Die Eintracht steht als einzige deutsche Mannschaft im Viertelfinale des Europapokals. Das steckt dahinter.

Es lief bereits die 70. Spielminute zwischen dem FC Internazionale Milano und Eintracht Frankfurt, als es Kevin Trapp scheinbar doch etwas zu ruhig wurde und er sich mit einem gezielten Abschlag in die Füße des Gegners selbst zu einer der wenigen notwendigen Rettungstaten zwang. Dass Kevin über weite Strecken allein in seinem Gehäuse war – und in vielen richtigen Augenblicken bärenstark antizipierend das Leder aus der Luft fischte – hatte er zwangsläufig dem kompromisslosen Auswärtsauftritt seiner Vordermänner zu verdanken, die damit die Forderung ihres Rückhalts fast schon übertrafen, der im Vorfeld prophezeit hatte: „Wir müssen leidensfähig sein.“

Angefangen beim weiter an der Nase malträtierte Makoto Hasebe, der mit nun 156 Pflichtspielen für die SGE zu Cha Bum-kun, dem bislang alleinigen Rekord-Asiaten im Adler-Dress, aufschloss. Und weitere zwei umsichtige Bewacher neben sich wusste: Links den schlichtweg fehlerlosen und auch im Spielaufbau zielsicheren Evan Ndicka. Rechts den erneut stabilen Martin Hinteregger, seit gestern gemeinhin als Inter-Hacker bekannt. Davor räumte der vor Lauf- und Spielfreude nur so strotzende Sebastian Rode alles ab, was ihm in die Quere kam und musste sich nach 89 Minuten allein vor seinem Körper kapitulieren. Nicht nur auf den entfesselten Winterneuzugang bezogen lobte Christian Peintinger im Anschluss: „Jeder einzelne Spieler hat alles gegeben, um ins Viertelfinale zu kommen. Einige Spieler waren am Ende von Krämpfen geplagt und sind trotzdem jeden Meter zurückgelaufen.“ Der Österreicher hatte zusammen mit Armin Reutershahn die Geschicke an der Seitenlinie geleitet und in der nächsten magischen Nacht im Namen des zum Zuschauen verdammten Landsmannes Adi Hütter den nächsten Champions-League-Teilnehmer zu Fall gebracht. Das Fehlen des nominellen Chefs rund um die 90 Minuten war bemerkenswert unbemerkt geblieben, was die Teamfähigkeit dieser verschworenen Truppe genauso untermauerte wie die nahtlosen Integrationen im zentralen Mittelfeld, gemeinhin dem Herzstück einer Mannschaft, wo Jetro Willems und später Jonathan de Guzman zumindest in den ersten beiden Spielfelddritteln ihre Aufgaben zuverlässig erfüllten.

Wünsch dir was

Doch auch im letzten Drittel ließen sich die Hessen erbarmungslos früh und oft blicken, womit sie die heimstarken Hausherren gewissermaßen überrumpelten.

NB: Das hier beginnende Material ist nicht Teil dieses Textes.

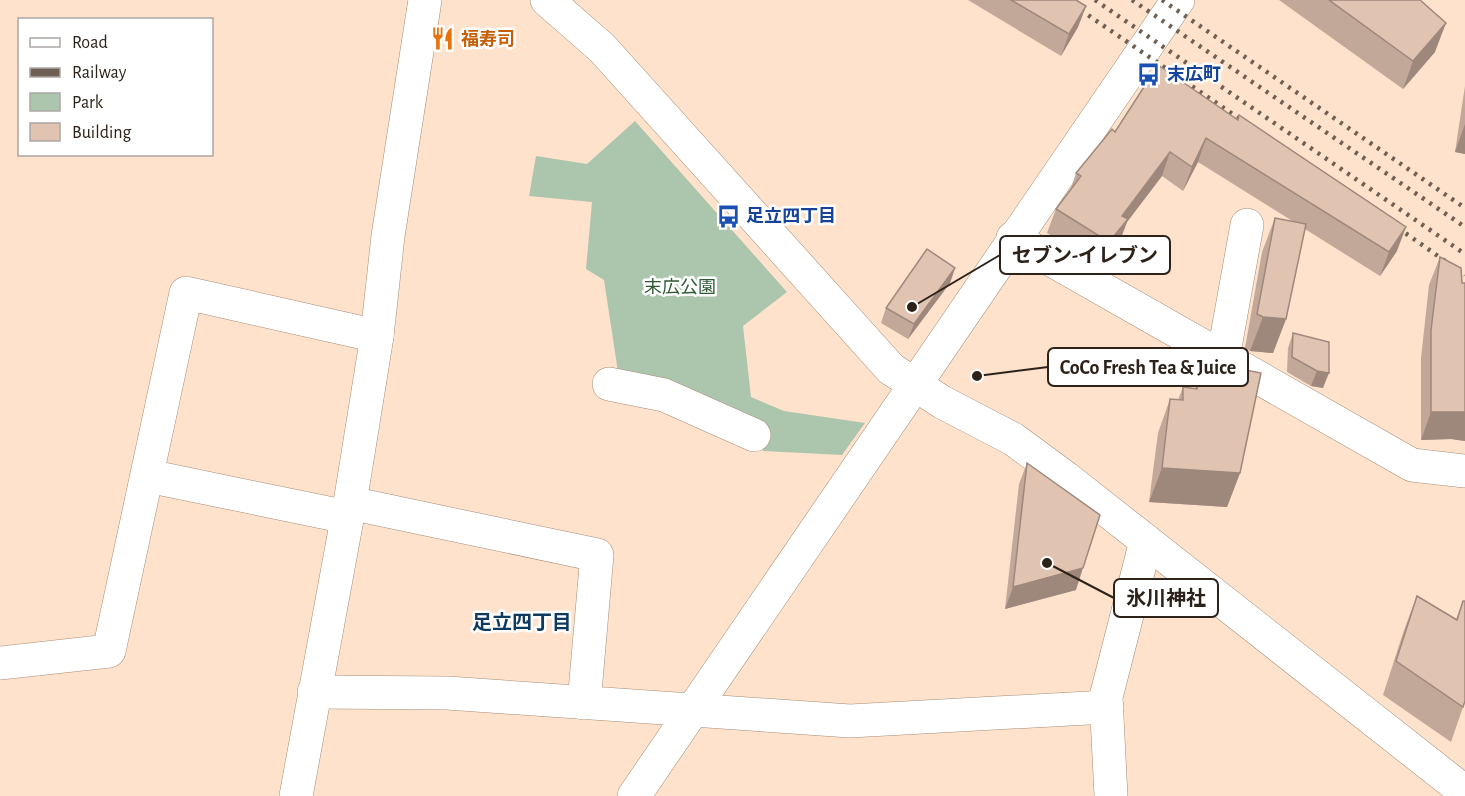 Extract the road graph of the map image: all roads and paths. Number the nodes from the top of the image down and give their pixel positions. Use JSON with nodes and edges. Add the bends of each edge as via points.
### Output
{"nodes":[{"id":1,"x":425,"y":0,"type":"edge"},
{"id":2,"x":547,"y":0,"type":"edge"},
{"id":3,"x":1178,"y":0,"type":"edge"},
{"id":4,"x":1247,"y":225,"type":"dead end"},
{"id":5,"x":1013,"y":238,"type":"junction"},
{"id":6,"x":377,"y":336,"type":"junction"},
{"id":7,"x":1223,"y":358,"type":"junction"},
{"id":8,"x":609,"y":384,"type":"dead end"},
{"id":9,"x":913,"y":384,"type":"junction"},
{"id":10,"x":754,"y":435,"type":"dead end"},
{"id":11,"x":1465,"y":471,"type":"edge"},
{"id":12,"x":148,"y":476,"type":"junction"},
{"id":13,"x":349,"y":510,"type":"junction"},
{"id":14,"x":1146,"y":541,"type":"junction"},
{"id":15,"x":0,"y":663,"type":"edge"},
{"id":16,"x":314,"y":692,"type":"junction"},
{"id":17,"x":584,"y":703,"type":"junction"},
{"id":18,"x":1107,"y":707,"type":"junction"},
{"id":19,"x":689,"y":711,"type":"junction"},
{"id":20,"x":1465,"y":792,"type":"edge"},
{"id":21,"x":296,"y":796,"type":"edge"},
{"id":22,"x":634,"y":796,"type":"edge"},
{"id":23,"x":1111,"y":796,"type":"edge"}],
"edges":[{"from":1,"to":6,"type":"street","via":[[388,236]]},
{"from":2,"to":9,"type":"street","via":[[602,48],[891,369]]},
{"from":3,"to":5,"type":"street"},
{"from":4,"to":7,"type":"street"},
{"from":5,"to":7,"type":"street"},
{"from":5,"to":9,"type":"street"},
{"from":6,"to":12,"type":"street","via":[[186,293]]},
{"from":6,"to":13,"type":"street"},
{"from":7,"to":11,"type":"street","via":[[1412,465]]},
{"from":8,"to":10,"type":"street","via":[[664,395]]},
{"from":9,"to":14,"type":"street","via":[[1013,439]]},
{"from":9,"to":19,"type":"street"},
{"from":12,"to":13,"type":"street"},
{"from":12,"to":15,"type":"street","via":[[109,651]]},
{"from":13,"to":16,"type":"street"},
{"from":13,"to":17,"type":"street","via":[[597,555]]},
{"from":14,"to":18,"type":"street","via":[[1106,697]]},
{"from":14,"to":20,"type":"street"},
{"from":16,"to":17,"type":"street","via":[[447,693]]},
{"from":16,"to":21,"type":"street"},
{"from":17,"to":19,"type":"street"},
{"from":18,"to":19,"type":"street","via":[[850,721]]},
{"from":18,"to":23,"type":"street"},
{"from":19,"to":22,"type":"street"}]}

Dem Lattentreffer Sébastien Hallers folgte das Tor des Tages durch Luka Jovic, es war der Anfang vom Ende für die Italiener. Die Szenerie hatte rückblickend etwas von Wünsch-dir-was: „Wir wollen morgen lange die Null halten. Wenn wir ein Tor erzielen, haben wir gute Chancen auf das Weiterkommen“, war Peintinger schon am Mittwoch überzeugt. Der gerade vom erfolgserfahreneren Trapp seit Monaten beschworene Appell an den unbeirrten Glauben an die eigene Leistungsstärke war im altehrwürdigen San Siro mit jeder Faser greifbar, wie auch Sportdirektor Bruno Hübner die nonstop mutige Herangehensweise interpretierte: „Wir haben schon im Hinspiel im zweiten Durchgang gemerkt, dass wir sie packen können. Und genau mit diesem Selbstbewusstsein sind sie in das Spiel gegangen.“ Sodass letztlich einzig Milan-Goalie Samir Handanovic oder die eigene Chancenverwertung beziehungsweise inkonsequente Ausführung der Kontersituationen die Nerazzurri am Leben hielt, weshalb sich die Gäste insbesondere bei Standardsituationen, insgesamt kam Internazionale auf sieben Ecken, einer überschaubaren Anzahl brenzliger Situationen erwehren mussten. Das Bemerkenswerte an der ganzen Geschichte: Die europäischen Himmelsstürmer verfielen keineswegs in Panik, sondern spielten nicht zuletzt in der Schlussphase lieber ein Mal mehr zurück, als einen unnötigen Ballverlust zu riskieren, sodass um kurz vor elf die Eintracht als einziger Bundesligist in der Runde der besten Acht der diesjährigen Europokalwettbewerb feststand. Dem anständigen Arrivederci des letzten Mohikaners an die Italiener folgte bald ein herzliches Happy Birthday der über 15.000 mitgereisten, den halben Oberrang füllenden Frankfurt-Fans für Präsident Peter Fischer, der sich wohl kein schöneres Geschenk zu seinem 63. Geburtstag hätte vorstellen können als den ersten Viertelfinaleinzug der Eintracht seit 25 Jahren und einen neuen europäischen Auswärtsfanrekord! Zumal Frankfurt seit nun 14 Partien in der UEFA Europa League ungeschlagen ist, was ebenso einen deutschen Rekord bedeutet wie der achte Dreier innerhalb einer Saison. Wettbewerbsübergreifend sind die Adlerträger 2019 ohnehin unbesiegt – seit mittlerweile zwölf Begegnungen.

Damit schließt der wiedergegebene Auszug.